Let us find the length L of the curve.
 \[L=\int\limits_{0}^{3\pi }{\sqrt{{{r}^{2}}+{{\left( \dfrac{dr}{d\theta } \right)}^{2}}d\theta }}\]
By simplifying we will get,
 \[=\int\limits_{0}^{3\pi }{\sqrt{{{\cos }^{6}}\left( \dfrac{\theta }{3} \right)+{{\cos }^{4}}\left( \dfrac{\theta }{3} \right){{\sin }^{2}}\left( \dfrac{\theta }{3} \right)d\theta }}\]
Let us consider the above equation as equation (3)
 \[L=\int\limits_{0}^{3\pi }{\sqrt{{{\cos }^{6}}\left( \dfrac{\theta }{3} \right)+{{\cos }^{4}}\left( \dfrac{\theta }{3} \right){{\sin }^{2}}\left( \dfrac{\theta }{3} \right)d\theta }}.......\left( 3 \right)\]
By pulling \[{{\cos }^{2}}\left( \dfrac{\theta }{3} \right)\] from equation (3) we get
  \[\Rightarrow L=\int\limits_{0}^{3\pi }{{{\cos }^{2}}\left( \dfrac{\theta }{3} \right)}\sqrt{{{\cos }^{2}}\left( \dfrac{\theta }{3} \right)+{{\sin }^{2}}\left( \dfrac{\theta }{3} \right)d\theta }\]
Let us consider the above equation as equation (4)
 \[L=\int\limits_{0}^{3\pi }{{{\cos }^{2}}\left( \dfrac{\theta }{3} \right)}\sqrt{{{\cos }^{2}}\left( \dfrac{\theta }{3} \right)+{{\sin }^{2}}\left( \dfrac{\theta }{3} \right)d\theta }........\left( 4 \right)\]
As we know the formulas
 \[\begin{align}
  & {{\cos }^{2}}\theta =\dfrac{1}{2}\left( 1+\cos 2\theta \right) \\
 & {{\sin }^{2}}\theta +{{\cos }^{2}}\theta =1 \\
\end{align}\]
 Let us consider the formulas as formulas ($f_1$) and ($f_2$) respectively.
 \[\begin{align}
  & {{\cos }^{2}}\theta =\dfrac{1}{2}\left( 1+\cos 2\theta \right)..........($f_1$) \\
 & {{\sin }^{2}}\theta +{{\cos }^{2}}\theta =1........($f_2$) \\
\end{align}\]
By applying the formulas ($f_1$) and ($f_2$) to the equation (4) we get
 \[\Rightarrow L=\dfrac{1}{2}\int\limits_{0}^{3\pi }{\left( 1+\cos \left( \dfrac{2\theta }{3} \right) \right)}d\theta \]

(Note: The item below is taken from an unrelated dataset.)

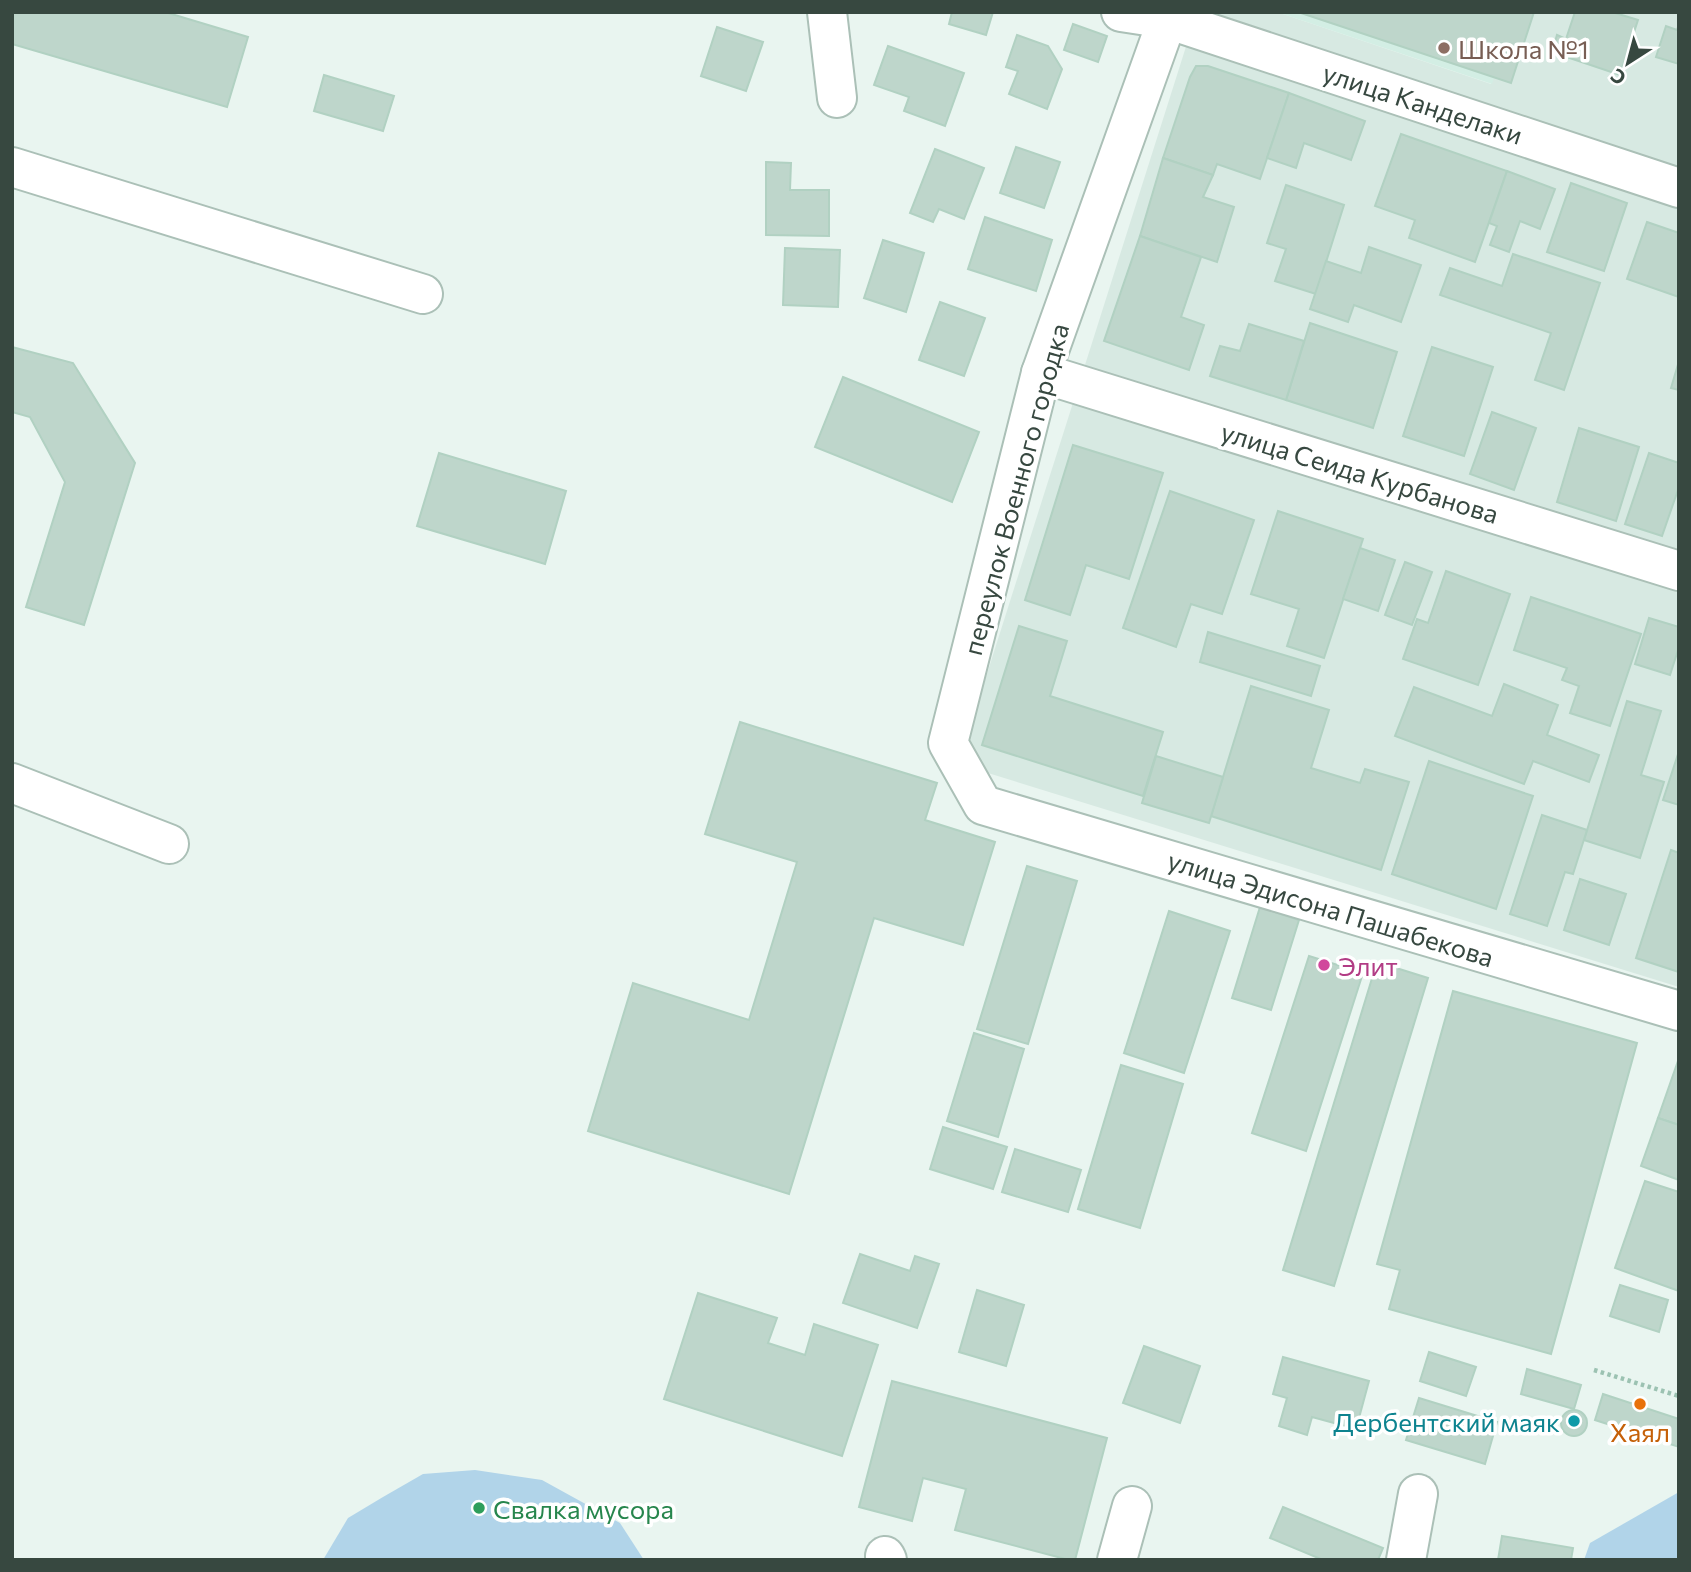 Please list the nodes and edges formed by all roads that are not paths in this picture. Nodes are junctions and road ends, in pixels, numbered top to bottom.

Let us consider the above equation as equation (5).
 \[L=\dfrac{1}{2}\int\limits_{0}^{3\pi }{\left( 1+\cos \left( \dfrac{2\theta }{3} \right) \right)}d\theta ........(5)\]
By simplifying the equation (5) we get
 \[\Rightarrow L=\dfrac{1}{2}\left( \theta +\dfrac{3}{2}\sin \left( \dfrac{2\theta }{3} \right) \right)_{0}^{3\pi }\]
Let us consider the above equation as equation (6).
 \[L=\dfrac{1}{2}\left( \theta +\dfrac{3}{2}\sin \left( \dfrac{2\theta }{3} \right) \right)_{0}^{3\pi }.........\left( 6 \right)\]
By applying the limits to the equation we get
 \[\begin{align}
  & \Rightarrow L=\dfrac{1}{2}\left( 3\pi \right) \\
 & \Rightarrow L=\dfrac{3\pi }{2} \\
\end{align}\]
Let us consider
 \[L=\dfrac{3\pi }{2}.......\left( 7 \right)\]

So, therefore the polar length of the curve is \[L=\dfrac{3\pi }{2}\] .

Note: While applying the limits to our equation we should remember that \[\int\limits_{b}^{a}{f'\left( x \right)}dx=f\left( a \right)-\left( b \right)\] because students may confuse like \[\int\limits_{b}^{a}{f'\left( x \right)}dx=f\left( b \right)-\left( a \right)\] . We should have good knowledge on trigonometry formulas while doing these problems because formulas will play a key role while doing this problem.